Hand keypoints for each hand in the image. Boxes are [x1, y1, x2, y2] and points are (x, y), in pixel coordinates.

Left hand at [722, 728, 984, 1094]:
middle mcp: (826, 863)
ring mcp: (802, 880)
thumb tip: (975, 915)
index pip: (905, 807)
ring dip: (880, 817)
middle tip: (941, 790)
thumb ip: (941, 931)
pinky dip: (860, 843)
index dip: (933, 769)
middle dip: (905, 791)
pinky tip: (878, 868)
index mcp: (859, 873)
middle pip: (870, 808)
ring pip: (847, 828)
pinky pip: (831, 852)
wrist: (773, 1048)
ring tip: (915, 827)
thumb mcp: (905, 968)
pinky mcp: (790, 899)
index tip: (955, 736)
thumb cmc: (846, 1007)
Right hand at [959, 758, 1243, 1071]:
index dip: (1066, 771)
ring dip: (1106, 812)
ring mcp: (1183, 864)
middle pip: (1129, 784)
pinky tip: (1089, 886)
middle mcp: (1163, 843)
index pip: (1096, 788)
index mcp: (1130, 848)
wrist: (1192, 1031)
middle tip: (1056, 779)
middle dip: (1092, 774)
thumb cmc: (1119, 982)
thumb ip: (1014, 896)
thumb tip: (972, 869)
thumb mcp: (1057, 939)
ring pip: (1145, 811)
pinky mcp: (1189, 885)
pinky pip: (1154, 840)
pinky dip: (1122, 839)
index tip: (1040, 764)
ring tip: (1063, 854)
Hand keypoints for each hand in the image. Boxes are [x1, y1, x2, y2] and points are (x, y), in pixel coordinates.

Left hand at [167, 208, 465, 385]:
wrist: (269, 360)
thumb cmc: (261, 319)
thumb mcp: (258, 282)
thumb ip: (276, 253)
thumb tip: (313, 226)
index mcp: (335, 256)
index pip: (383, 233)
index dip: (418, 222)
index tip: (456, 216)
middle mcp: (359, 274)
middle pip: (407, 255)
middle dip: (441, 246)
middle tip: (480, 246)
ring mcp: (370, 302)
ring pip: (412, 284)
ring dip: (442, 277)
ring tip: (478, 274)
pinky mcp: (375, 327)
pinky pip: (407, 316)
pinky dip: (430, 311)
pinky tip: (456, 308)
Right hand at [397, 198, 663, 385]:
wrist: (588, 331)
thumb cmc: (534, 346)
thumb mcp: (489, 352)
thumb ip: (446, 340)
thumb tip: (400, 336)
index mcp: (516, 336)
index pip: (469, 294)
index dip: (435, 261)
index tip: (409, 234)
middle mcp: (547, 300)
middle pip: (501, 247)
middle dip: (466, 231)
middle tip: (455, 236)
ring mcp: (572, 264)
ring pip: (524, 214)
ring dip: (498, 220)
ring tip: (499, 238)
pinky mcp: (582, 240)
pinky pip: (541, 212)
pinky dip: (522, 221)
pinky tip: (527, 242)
...
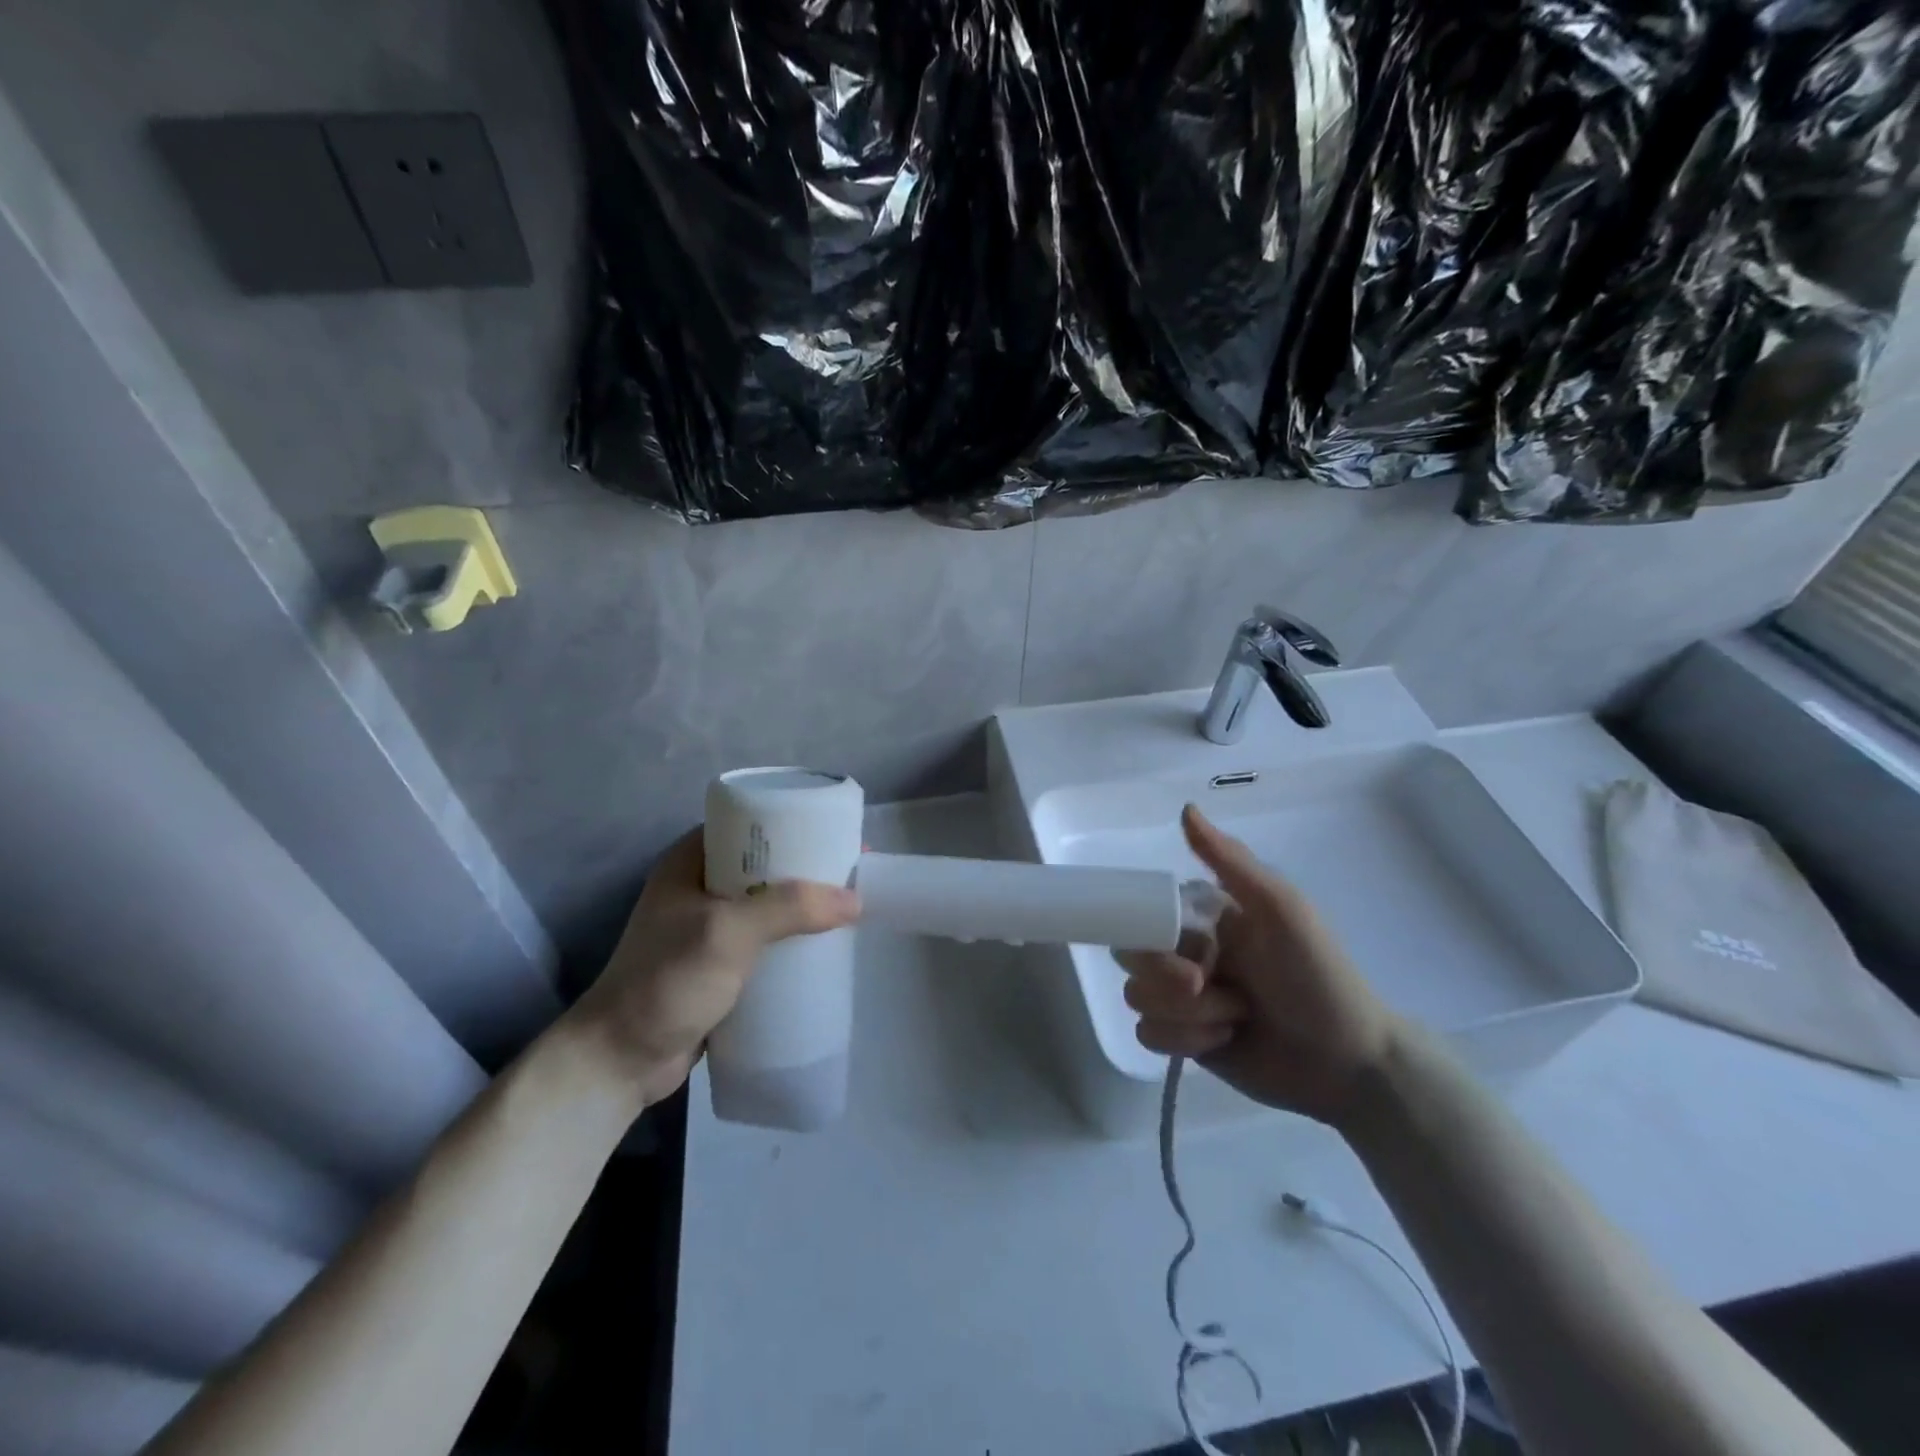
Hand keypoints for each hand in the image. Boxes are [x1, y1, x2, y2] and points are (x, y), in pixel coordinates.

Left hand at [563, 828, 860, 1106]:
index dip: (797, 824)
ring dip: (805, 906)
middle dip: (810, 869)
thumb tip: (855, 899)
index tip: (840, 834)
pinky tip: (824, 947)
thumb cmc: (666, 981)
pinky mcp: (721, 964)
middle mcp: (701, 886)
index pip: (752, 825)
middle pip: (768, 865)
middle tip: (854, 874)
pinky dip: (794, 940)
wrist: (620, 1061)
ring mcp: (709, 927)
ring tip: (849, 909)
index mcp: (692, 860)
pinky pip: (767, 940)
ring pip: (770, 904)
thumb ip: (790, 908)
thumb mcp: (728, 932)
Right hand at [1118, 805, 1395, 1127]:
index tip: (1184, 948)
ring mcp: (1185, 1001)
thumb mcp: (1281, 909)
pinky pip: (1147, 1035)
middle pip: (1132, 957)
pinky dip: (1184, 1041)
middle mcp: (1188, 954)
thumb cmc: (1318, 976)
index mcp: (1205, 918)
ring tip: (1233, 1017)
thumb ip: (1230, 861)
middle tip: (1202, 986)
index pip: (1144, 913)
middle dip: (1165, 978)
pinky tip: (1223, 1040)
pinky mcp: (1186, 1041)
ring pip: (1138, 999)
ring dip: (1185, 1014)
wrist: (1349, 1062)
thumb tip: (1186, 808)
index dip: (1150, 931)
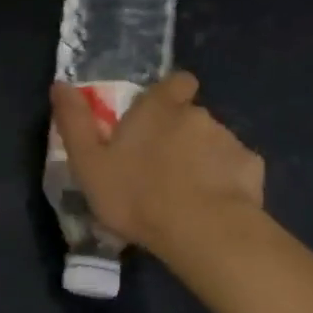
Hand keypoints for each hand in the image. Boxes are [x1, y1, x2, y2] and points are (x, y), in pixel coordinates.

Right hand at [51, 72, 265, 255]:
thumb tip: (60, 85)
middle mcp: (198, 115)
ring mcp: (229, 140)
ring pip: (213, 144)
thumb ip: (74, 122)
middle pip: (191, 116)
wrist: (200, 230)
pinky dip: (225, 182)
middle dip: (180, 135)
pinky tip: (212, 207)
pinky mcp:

YOUR OBJECTIVE:
Please transcribe only the lines in the records above running from the line that has "thumb cmc: (1119, 982)" through the line that has "pinky tip: (527, 242)", both included, exactly as they appear.

SOLUTION TO THIS EXERCISE:
thumb cmc: (1119, 982)
thumb ip: (1014, 896)
thumb tip: (972, 869)
thumb mcp: (1057, 939)
ring pip: (1145, 811)
pinky mcp: (1189, 885)
pinky pip: (1154, 840)
pinky dip: (1122, 839)
index tip: (1040, 764)
ring tip: (1063, 854)
Hand keypoints for each hand in the image. Boxes are [x1, y1, x2, y2] and points are (x, y), in pixel coordinates.

Left hand at [167, 208, 465, 385]:
wrist: (269, 360)
thumb cmc: (261, 319)
thumb mcp: (258, 282)
thumb ip: (276, 253)
thumb tip: (313, 226)
index mcp: (335, 256)
index pip: (383, 233)
index dip: (418, 222)
index tip: (456, 216)
middle mcp: (359, 274)
middle pip: (407, 255)
middle dip: (441, 246)
middle tip: (480, 246)
ring mcp: (370, 302)
ring pip: (412, 284)
ring dip: (442, 277)
ring tip: (478, 274)
pinky mcp: (375, 327)
pinky pip: (407, 316)
pinky dip: (430, 311)
pinky tip: (456, 308)
Right hand at [397, 198, 663, 385]:
wrist: (588, 331)
thumb cmc: (534, 346)
thumb mcp: (489, 352)
thumb ip: (446, 340)
thumb tip: (400, 336)
index mcp: (516, 336)
index pip: (469, 294)
index dip: (435, 261)
index tip: (409, 234)
middle mcp: (547, 300)
middle pip: (501, 247)
middle dip: (466, 231)
middle tip: (455, 236)
ring mcp: (572, 264)
ring pip: (524, 214)
ring dip: (498, 220)
ring tip: (499, 238)
pinky mcp: (582, 240)
pinky pip: (541, 212)
pinky dip: (522, 221)
pinky tip: (527, 242)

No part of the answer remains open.